Nutrition is a vital part of the cannabis life cycle as it not only keeps the plant alive but also gives us beautiful plants with large buds when it’s time to harvest.
There are a slew of nutrients that your autoflower cannabis needs to thrive and those need to be kept in balance so that your plant has access to everything it needs.
Nitrogen, phosphorus, and potassium (N-P-K) are needed in abundance as they control various aspects of the plant’s growth at any specific time.
Apart from those macronutrients, other micronutrients are needed in smaller quantities.
If you start to give your plant too much of one thing (or everything!) it may have a hard time processing additional minerals and that can cause it to develop a nutrient burn.
This guide is to help you understand how to observe your plants and to gain an understanding of what to look out for when a nutrient burn is apparent on your cannabis auto flower plant.
Nutrient burn isn’t necessarily a bad thing as long as you don’t let it get too far along, as it will turn into toxicity.
What exactly is nutrient burn?
Nutrient burn is a common problem encountered by growers. It is the first sign that you are overfeeding your cannabis and if it isn’t remembered at that time can go on to produce serious issues.
Tip burn is another name for nutrient burn because the tips of the fan leaves on your plant will turn yellow and start to curl.
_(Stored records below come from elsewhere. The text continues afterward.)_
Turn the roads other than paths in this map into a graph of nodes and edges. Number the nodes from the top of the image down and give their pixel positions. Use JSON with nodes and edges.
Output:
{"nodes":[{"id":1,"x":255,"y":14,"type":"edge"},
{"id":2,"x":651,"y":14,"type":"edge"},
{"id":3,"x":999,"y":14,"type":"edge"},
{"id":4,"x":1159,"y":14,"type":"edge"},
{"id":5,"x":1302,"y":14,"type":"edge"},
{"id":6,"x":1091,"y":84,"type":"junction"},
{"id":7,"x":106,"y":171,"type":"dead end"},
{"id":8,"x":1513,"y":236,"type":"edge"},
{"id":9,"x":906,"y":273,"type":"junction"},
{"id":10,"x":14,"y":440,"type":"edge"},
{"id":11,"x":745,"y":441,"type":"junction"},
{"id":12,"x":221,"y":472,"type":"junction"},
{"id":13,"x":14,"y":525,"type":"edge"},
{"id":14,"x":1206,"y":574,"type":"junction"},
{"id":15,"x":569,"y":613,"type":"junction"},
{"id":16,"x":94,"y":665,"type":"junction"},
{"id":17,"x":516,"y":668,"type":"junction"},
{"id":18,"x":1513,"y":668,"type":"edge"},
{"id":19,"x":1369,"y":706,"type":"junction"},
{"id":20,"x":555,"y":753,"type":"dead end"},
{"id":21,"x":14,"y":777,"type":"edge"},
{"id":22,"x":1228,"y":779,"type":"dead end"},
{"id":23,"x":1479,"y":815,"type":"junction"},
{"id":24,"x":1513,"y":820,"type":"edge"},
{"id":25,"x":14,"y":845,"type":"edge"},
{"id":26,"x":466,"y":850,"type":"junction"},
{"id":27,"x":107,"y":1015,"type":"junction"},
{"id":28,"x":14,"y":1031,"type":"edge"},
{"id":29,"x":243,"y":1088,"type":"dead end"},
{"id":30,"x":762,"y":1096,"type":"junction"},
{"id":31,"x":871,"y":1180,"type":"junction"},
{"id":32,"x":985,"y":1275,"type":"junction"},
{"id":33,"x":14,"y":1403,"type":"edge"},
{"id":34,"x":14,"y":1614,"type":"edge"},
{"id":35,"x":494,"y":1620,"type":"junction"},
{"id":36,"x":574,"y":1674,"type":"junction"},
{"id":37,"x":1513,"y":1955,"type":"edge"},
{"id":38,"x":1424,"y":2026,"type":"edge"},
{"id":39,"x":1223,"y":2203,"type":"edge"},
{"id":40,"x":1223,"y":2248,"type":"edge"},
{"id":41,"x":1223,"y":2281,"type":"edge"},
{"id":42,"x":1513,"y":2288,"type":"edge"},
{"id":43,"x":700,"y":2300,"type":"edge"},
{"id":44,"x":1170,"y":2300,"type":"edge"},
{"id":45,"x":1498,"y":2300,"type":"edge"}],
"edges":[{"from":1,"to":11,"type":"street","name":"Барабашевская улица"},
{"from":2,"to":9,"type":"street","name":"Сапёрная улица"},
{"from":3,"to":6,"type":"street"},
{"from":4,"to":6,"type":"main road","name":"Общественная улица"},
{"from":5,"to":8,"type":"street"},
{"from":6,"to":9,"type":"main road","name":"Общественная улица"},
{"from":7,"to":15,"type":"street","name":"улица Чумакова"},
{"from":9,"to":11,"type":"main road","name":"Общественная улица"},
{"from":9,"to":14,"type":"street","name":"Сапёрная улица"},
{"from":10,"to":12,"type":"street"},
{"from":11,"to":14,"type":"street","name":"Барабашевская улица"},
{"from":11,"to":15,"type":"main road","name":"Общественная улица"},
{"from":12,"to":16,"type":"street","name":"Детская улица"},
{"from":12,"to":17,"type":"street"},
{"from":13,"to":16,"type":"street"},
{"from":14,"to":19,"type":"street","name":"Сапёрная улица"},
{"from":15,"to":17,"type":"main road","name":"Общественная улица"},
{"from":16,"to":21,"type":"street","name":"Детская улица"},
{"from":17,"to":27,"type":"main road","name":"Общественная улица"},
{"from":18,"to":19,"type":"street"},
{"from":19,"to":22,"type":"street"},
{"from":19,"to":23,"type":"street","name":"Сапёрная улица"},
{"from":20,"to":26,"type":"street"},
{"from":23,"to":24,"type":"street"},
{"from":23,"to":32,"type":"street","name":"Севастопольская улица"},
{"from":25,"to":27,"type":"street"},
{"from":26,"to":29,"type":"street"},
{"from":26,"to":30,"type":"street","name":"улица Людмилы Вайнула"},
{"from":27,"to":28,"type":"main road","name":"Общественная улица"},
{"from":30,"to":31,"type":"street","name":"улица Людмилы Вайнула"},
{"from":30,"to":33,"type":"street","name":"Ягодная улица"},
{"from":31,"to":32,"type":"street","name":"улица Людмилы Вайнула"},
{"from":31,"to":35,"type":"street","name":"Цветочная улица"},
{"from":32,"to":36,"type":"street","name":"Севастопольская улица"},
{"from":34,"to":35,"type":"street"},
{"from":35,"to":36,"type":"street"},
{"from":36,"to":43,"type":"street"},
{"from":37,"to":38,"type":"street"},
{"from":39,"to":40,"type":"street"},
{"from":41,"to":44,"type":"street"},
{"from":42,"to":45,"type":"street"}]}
If it isn’t addressed the curling can progress up the fan leaf and give it a dry, brittle texture, hence where the name “burn” came from.
The most common cause for a nutrient burn is adding too much of a certain nutrient to your feeding regiment.
Using pre-mixed soil with added nutrients is another common cause of nutrient burn as manufacturers tend to add large amounts.
It’s always important to read the labels on any soil you use and follow the recommended dosage for nutrients from your manufacturer. Once you get the hang of your particular autoflower strain, you can modify the levels based on what the plant needs.
While nutrient burn can happen at any stage of the growth you have to watch out for the seedlings in particular.
They require next to no minerals and it can be easy to give them too much. Since they are delicate at this stage, too much can kill them.
You won’t see this type of problem with organic growth as it takes time for the microbes to break down the amendments to make the nutrients bioavailable. This lets the plant take up the nutrition whenever it needs to.
Feeding plants with bottled nutrients makes the minerals available immediately for the plant to absorb. It is in this case that the plant has too much and can cause the first signs of tip burn.
The tricky part, and why you want to get to know your autoflower strain, is that some plants will uptake different amounts of nutrients depending on their genotype and phenotype.
Most growers have their starter recipe for nutrients and then adjust it based on the needs of their specific plant.
Once you’ve worked with autoflower cannabis enough you can eventually create a generic formula based on the electrical conductivity of your solution.
Can autoflower cannabis plants recover from nutrient burn?
The onset of nutrient burn can take up to a few days to show any signs. This means that any solution to the problem can also take a few days to show you improvement.
Some growers tend to think of nutrient burn like a good sign because it shows that you are pushing the plant. A small amount of tip burn will usually go away on its own if you lower your nutrient recipe.
A quicker way would be to flush your plant with fresh PH-adjusted water. This will give the buffer in your soil a faster readjustment period. The severity of the nutrient burn dictates if you need to do complete flushing of the soil.
Developing nutrient burn in the vegetative state is generally more forgiving as your cannabis plant can just regenerate leaves in a new spot.
If the burn progresses past the tips of the leaves you can always cut away the damaged leaves without a problem.
If you develop nutrient burn in the flowering stage it can be more of a hassle as the plant is focused on producing big buds with a limited capacity to regrow damaged fan leaves.
Should you come across nutrient burn in the flowering stage ensure that you either flush the plant with freshwater or slowly cut back on the nutrient strength.
A severe case of nutrient burn turns into toxicity and autoflower plants have a hard time recovering from that in the flowering stage.
How to prevent nutrient burn in your autoflower cannabis
The only prevention for a nutrient burn is to make sure you give the appropriate amount of each nutrient to your plant.
A good way to keep an eye on what you’re giving the plants is to purchase an electrical conductivity meter. This reader will give you an idea of the ion content of the water which is an indicator of the mineral amount.
However, it does not tell you what specific nutrients are in the solution, that requires lab testing.
Don’t let your soil dry out too much as mineral salts will build up within.
Once you water the dry soil then a lot of nutrients will be bioavailable for your plant to uptake. This can cause nutrient burn without adding any additional nutrients. If this is the case then make sure to flush your soil repeatedly until the electrical conductivity comes down.
Nutrient burn is a great lesson to learn for new growers
While it’s something you don’t want to see eating your cannabis leaves, nutrient burn is what you would call a beginner problem and is evident in the solution to both prevent and remedy it.
If you see tip burns starting to show up on your leaves, don’t panic. Autoflower cannabis is resilient and can usually bounce back from any deficiencies pretty quickly.